I am trying to extract image from the pdf using pdfbox. I have taken help from this post . It worked for some of the pdfs but for others/most it did not. For example, I am not able to extract the figures in this file
After doing some research I found that PDResources.getImages is deprecated. So, I am using PDResources.getXObjects(). With this, I am not able to extract any image from the PDF and instead get this message at the console:
org.apache.pdfbox.pdmodel.graphics.xobject.PDXObjectForm cannot be cast to org.apache.pdfbox.pdmodel.graphics.xobject.PDXObjectImage
Now I am stuck and unable to find the solution. Please assist if anyone can.

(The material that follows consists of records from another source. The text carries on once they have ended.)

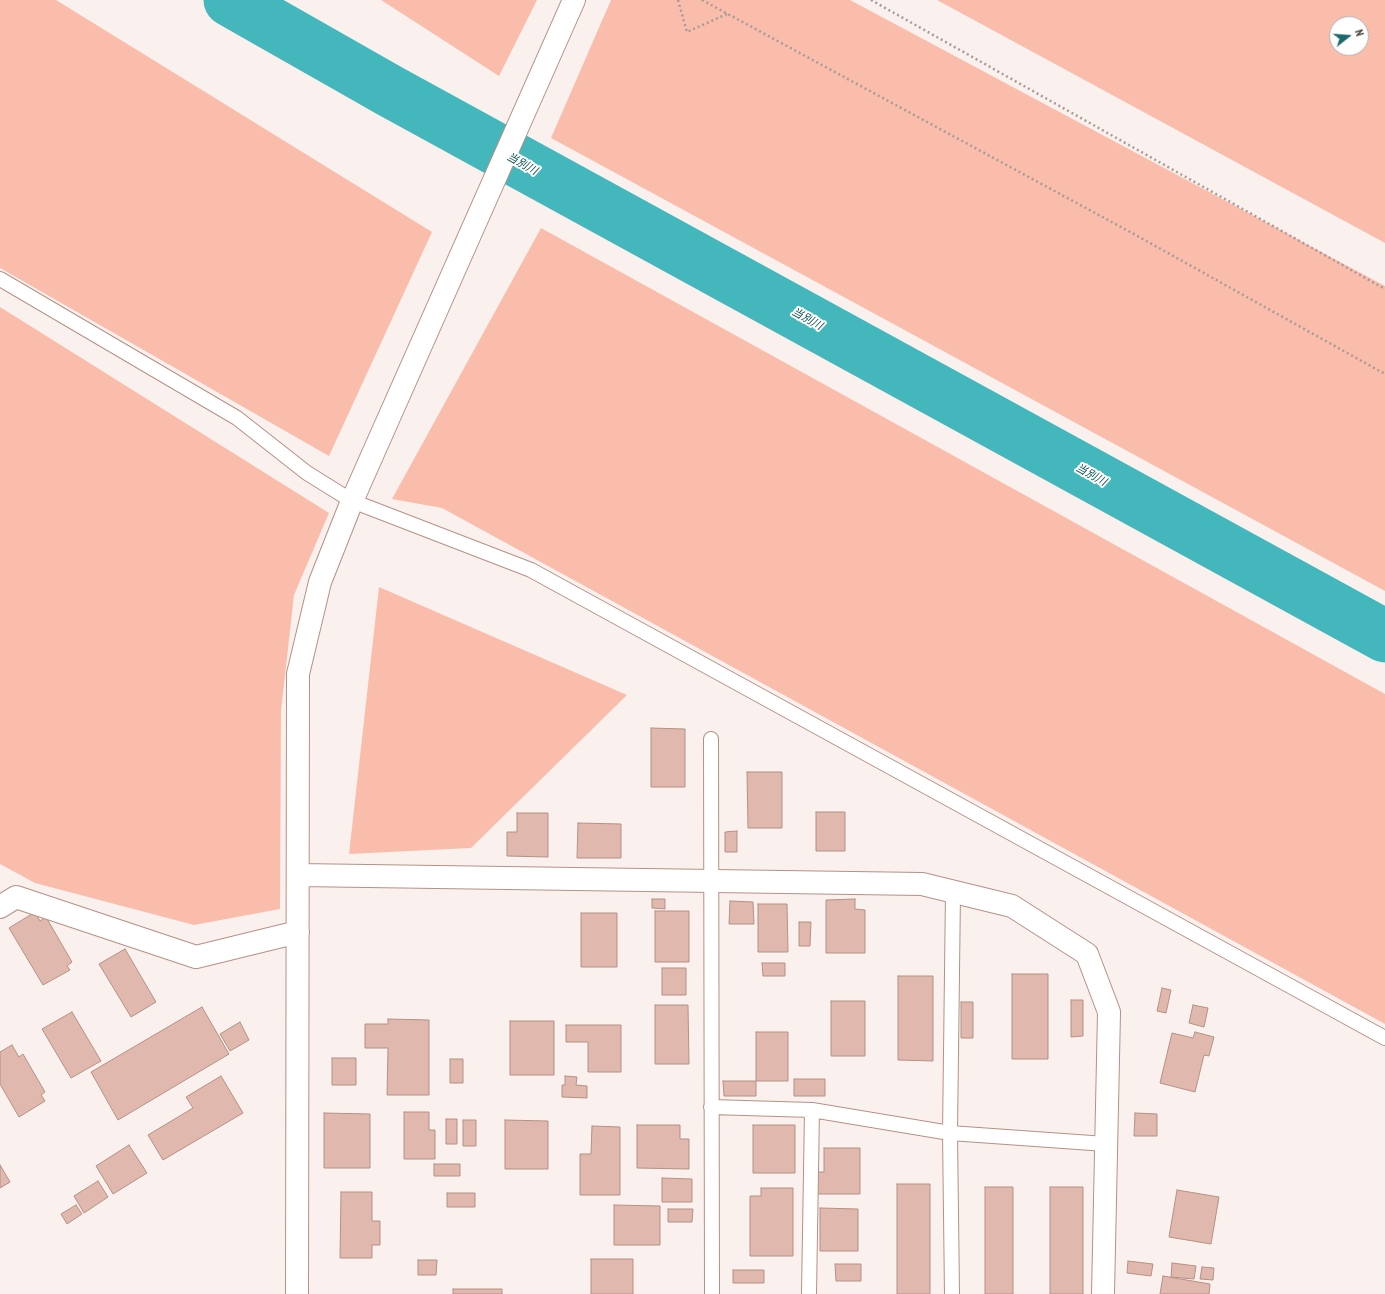 <!DOCTYPE html>
<html>
<head>
<meta charset="utf-8">
<style>
  body { margin:0 }
  #map { position:relative; width:1385px; height:1294px; overflow:hidden; background:#faf1ef; font-family:"PT Sans Narrow",sans-serif }
  canvas { display:block }
  .north { position:absolute; left:1329px; top:16px; width:40px; height:40px; box-sizing:border-box; background:#fff; border:1px solid #b4aeac; border-radius:50%; rotate:73deg; font-size:11px; font-weight:700; line-height:16px; text-align:center; color:#44342f }
  .north::after { content:''; display:block; margin:auto; width:14px; height:18px; background:#1c696c; clip-path:polygon(50% 0,100% 100%,50% 72%,0 100%) }
</style>
</head>
<body>
<div id="map">
<canvas width="1385" height="1294"></canvas>
<div class="north">N</div>
</div>
<script>
const c = document.querySelector('canvas').getContext('2d');
c.lineJoin = 'round';
function paint(path, color) {
  c.fillStyle = color;
  c.fill(path, 'evenodd');
}
function poly(rows) {
  const path = new Path2D();
  for (const r of rows) {
    path.moveTo(r[0], r[1]);
    for (let i = 2; i < r.length; i += 2) path.lineTo(r[i], r[i + 1]);
  }
  return path;
}
function trace(path, color, width, dash) {
  c.strokeStyle = color;
  c.lineWidth = width;
  c.lineCap = dash ? 'butt' : 'round';
  c.setLineDash(dash || []);
  c.stroke(path);
}
function write(font, color, halo, rows, align = 'center') {
  c.font = font + ' "PT Sans Narrow","Noto Sans JP",sans-serif';
  c.lineWidth = 4;
  c.setLineDash([]);
  c.textBaseline = 'middle';
  c.strokeStyle = halo;
  c.fillStyle = color;
  for (const [text, x, y, turn = 0] of rows) {
    c.save();
    c.translate(x, y);
    c.rotate((+turn || 0) * Math.PI / 180);
    c.textAlign = isNaN(turn) ? turn : align;
    if (halo) c.strokeText(text, 0, 0);
    c.fillText(text, 0, 0);
    c.restore();
  }
}
paint(poly([
  [0,0,56,0,432,232,329,456,0,268],
  [381,0,537,0,499,76],
  [611,0,850,0,1385,286,1385,591,551,138],
  [937,0,1385,0,1385,243],
  [1337,24,1361,24,1361,48,1337,48],
  [541,228,1385,694,1385,1024,442,508,392,499],
  [0,307,329,513,294,595,281,711,280,909,194,925,35,883,0,864],
  [379,587,627,695,471,848,349,854]
]), '#fbbdab');
trace(poly([
  [230,0,390,91,1385,636]
]), '#43b7bc', 53);
const building = poly([
  [651,728,685,729,685,787,651,787,651,728],
  [747,772,782,772,782,828,748,828,747,772],
  [816,812,845,812,845,851,816,851,816,812],
  [517,813,548,813,548,857,507,856,507,832,517,832,517,813],
  [578,823,621,824,621,858,577,858,578,823],
  [737,831,737,852,725,852,725,832,737,831],
  [652,899,665,899,665,909,652,908,652,899],
  [855,899,855,909,865,910,865,953,826,953,826,900,855,899],
  [730,901,753,902,754,924,729,924,730,901],
  [758,904,787,904,788,952,758,952,758,904],
  [655,911,689,911,689,962,655,962,655,911],
  [35,912,40,921,46,917,72,962,67,966,70,970,43,985,9,928,35,912],
  [581,913,617,913,617,967,581,967,581,913],
  [799,922,811,922,810,946,799,946,799,922],
  [125,949,156,1002,131,1017,99,964,125,949],
  [762,963,785,963,785,976,763,976,762,963],
  [662,968,686,968,686,995,662,995,662,968],
  [1012,974,1048,974,1048,1059,1012,1059,1012,974],
  [898,976,933,976,933,1061,898,1060,898,976],
  [1162,988,1171,990,1166,1013,1157,1011,1162,988],
  [1071,1000,1083,1000,1083,1036,1071,1037,1071,1000],
  [831,1001,865,1001,865,1056,831,1056,831,1001],
  [961,1002,973,1002,973,1038,961,1038,961,1002],
  [655,1005,688,1005,689,1064,655,1064,655,1005],
  [1193,1005,1208,1008,1204,1027,1189,1023,1193,1005],
  [202,1007,229,1054,118,1120,91,1072,202,1007],
  [72,1012,101,1061,71,1078,42,1029,72,1012],
  [388,1019,429,1020,429,1095,387,1095,388,1048,365,1048,365,1024,388,1024,388,1019],
  [510,1021,554,1021,554,1075,510,1075,510,1021],
  [240,1022,249,1040,230,1051,220,1034,240,1022],
  [566,1025,621,1025,621,1072,588,1072,588,1042,566,1042,566,1025],
  [756,1032,788,1032,788,1081,756,1081,756,1032],
  [1195,1032,1214,1037,1209,1056,1204,1055,1195,1092,1160,1083,1172,1033,1193,1038,1195,1032],
  [12,1045,19,1057,23,1054,45,1092,41,1095,45,1101,19,1117,0,1084,0,1052,12,1045],
  [332,1058,356,1058,356,1085,332,1085,332,1058],
  [450,1059,463,1059,463,1083,450,1083,450,1059],
  [221,1076,243,1113,163,1160,148,1135,193,1108,186,1097,221,1076],
  [565,1076,577,1077,576,1085,587,1086,587,1098,562,1097,562,1085,565,1085,565,1076],
  [794,1079,825,1079,825,1096,794,1096,794,1079],
  [723,1081,756,1081,756,1096,724,1096,723,1081],
  [404,1112,429,1112,429,1130,435,1130,435,1159,404,1159,404,1112],
  [324,1113,370,1114,370,1168,324,1168,324,1113],
  [1135,1113,1157,1114,1157,1136,1134,1136,1135,1113],
  [446,1119,457,1119,457,1144,446,1144,446,1119],
  [463,1120,476,1120,476,1146,463,1146,463,1120],
  [505,1120,548,1121,548,1169,505,1169,505,1120],
  [637,1125,680,1125,680,1139,689,1139,689,1169,637,1168,637,1125],
  [753,1125,795,1125,795,1173,753,1173,753,1125],
  [592,1126,620,1127,620,1195,580,1195,580,1154,591,1154,592,1126],
  [129,1145,147,1173,113,1194,96,1166,129,1145],
  [824,1148,860,1148,860,1194,815,1194,815,1172,824,1172,824,1148],
  [434,1164,460,1164,460,1176,434,1176,434,1164],
  [0,1165,10,1182,0,1188,0,1165],
  [662,1178,692,1179,692,1202,662,1202,662,1178],
  [98,1181,108,1197,84,1213,74,1196,98,1181],
  [897,1184,930,1184,930,1294,897,1294,897,1184],
  [985,1187,1013,1187,1013,1294,985,1294,985,1187],
  [1050,1187,1083,1187,1083,1294,1050,1294,1050,1187],
  [761,1188,793,1188,793,1256,750,1256,750,1196,761,1196,761,1188],
  [1177,1190,1219,1197,1211,1244,1169,1237,1177,1190],
  [341,1192,372,1192,372,1221,380,1221,380,1245,372,1245,372,1258,340,1258,341,1192],
  [447,1193,475,1193,475,1207,447,1207,447,1193],
  [76,1205,82,1214,67,1224,61,1214,76,1205],
  [614,1205,660,1206,660,1245,614,1245,614,1205],
  [820,1208,858,1209,858,1251,820,1251,820,1208],
  [668,1209,693,1209,692,1222,668,1222,668,1209],
  [591,1259,633,1259,633,1294,591,1294,591,1259],
  [418,1260,437,1260,436,1275,418,1275,418,1260],
  [1128,1261,1153,1264,1151,1276,1127,1273,1128,1261],
  [1172,1263,1196,1266,1194,1279,1171,1277,1172,1263],
  [835,1264,861,1264,861,1281,836,1281,835,1264],
  [1202,1267,1214,1268,1213,1280,1200,1279,1202,1267],
  [733,1270,764,1270,764,1283,733,1283,733,1270],
  [1163,1276,1210,1284,1209,1294,1160,1294,1163,1276],
  [453,1289,502,1289,502,1294,453,1294,453,1289]
]);
paint(building, '#e0b8ad');
trace(building, '#b69084', 1);
const service = poly([
  [0,279,237,418,307,473,352,501,531,570,1385,1038],
  [711,739,712,1294],
  [711,1107,812,1110,950,1133,1106,1144],
  [809,1294,812,1110],
  [952,1294,950,1133,953,892]
]);
const minor = poly([
  [298,875,922,884,1012,906,1087,954,1109,1012,1103,1294],
  [0,907,16,897,196,957,298,932],
  [297,1294,298,674,320,582,352,501,574,0]
]);
trace(service, '#b79085', 16);
trace(minor, '#b79085', 24);
trace(poly([
  [678,0,687,32,727,14],
  [702,0,1132,233,1385,374],
  [871,0,1385,289]
]), '#a79b98', 2.5, [2, 3]);
trace(service, '#fff', 14);
trace(minor, '#fff', 22);
write('italic 11px', '#0b5053', '#fff', [
  ["当別川",522,164,29],
  ["当別川",807,319,29],
  ["当別川",1091,475,29]
]);
</script>
</body>
</html>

//////UPDATE AS REPLY ON COMMENTS///
I am using pdfbox-1.8.10
Here is the code:
public void getimg ()throws Exception { try { String sourceDir = "C:/Users/admin/Desktop/pdfbox/mypdfbox/pdfbox/inputs/Yavaa.pdf"; String destinationDir = "C:/Users/admin/Desktop/pdfbox/mypdfbox/pdfbox/outputs/"; File oldFile = new File(sourceDir); if (oldFile.exists()){ PDDocument document = PDDocument.load(sourceDir); List<PDPage> list = document.getDocumentCatalog().getAllPages(); String fileName = oldFile.getName().replace(".pdf", "_cover"); int totalImages = 1; for (PDPage page : list) { PDResources pdResources = page.getResources(); Map pageImages = pdResources.getXObjects(); if (pageImages != null){ Iterator imageIter = pageImages.keySet().iterator(); while (imageIter.hasNext()){ String key = (String) imageIter.next(); Object obj = pageImages.get(key); if(obj instanceof PDXObjectImage) { PDXObjectImage pdxObjectImage = (PDXObjectImage) obj; pdxObjectImage.write2file(destinationDir + fileName+ "_" + totalImages); totalImages++; } } } } } else { System.err.println("File not exist"); } } catch (Exception e){ System.err.println(e.getMessage()); } }
//// PARTIAL SOLUTION/////
I have solved the problem of the error message. I have updated the correct code in the post as well. However, the problem remains the same. I am still not able to extract the images from few of the files. Like the one, I have mentioned in this post. Any solution in that regards.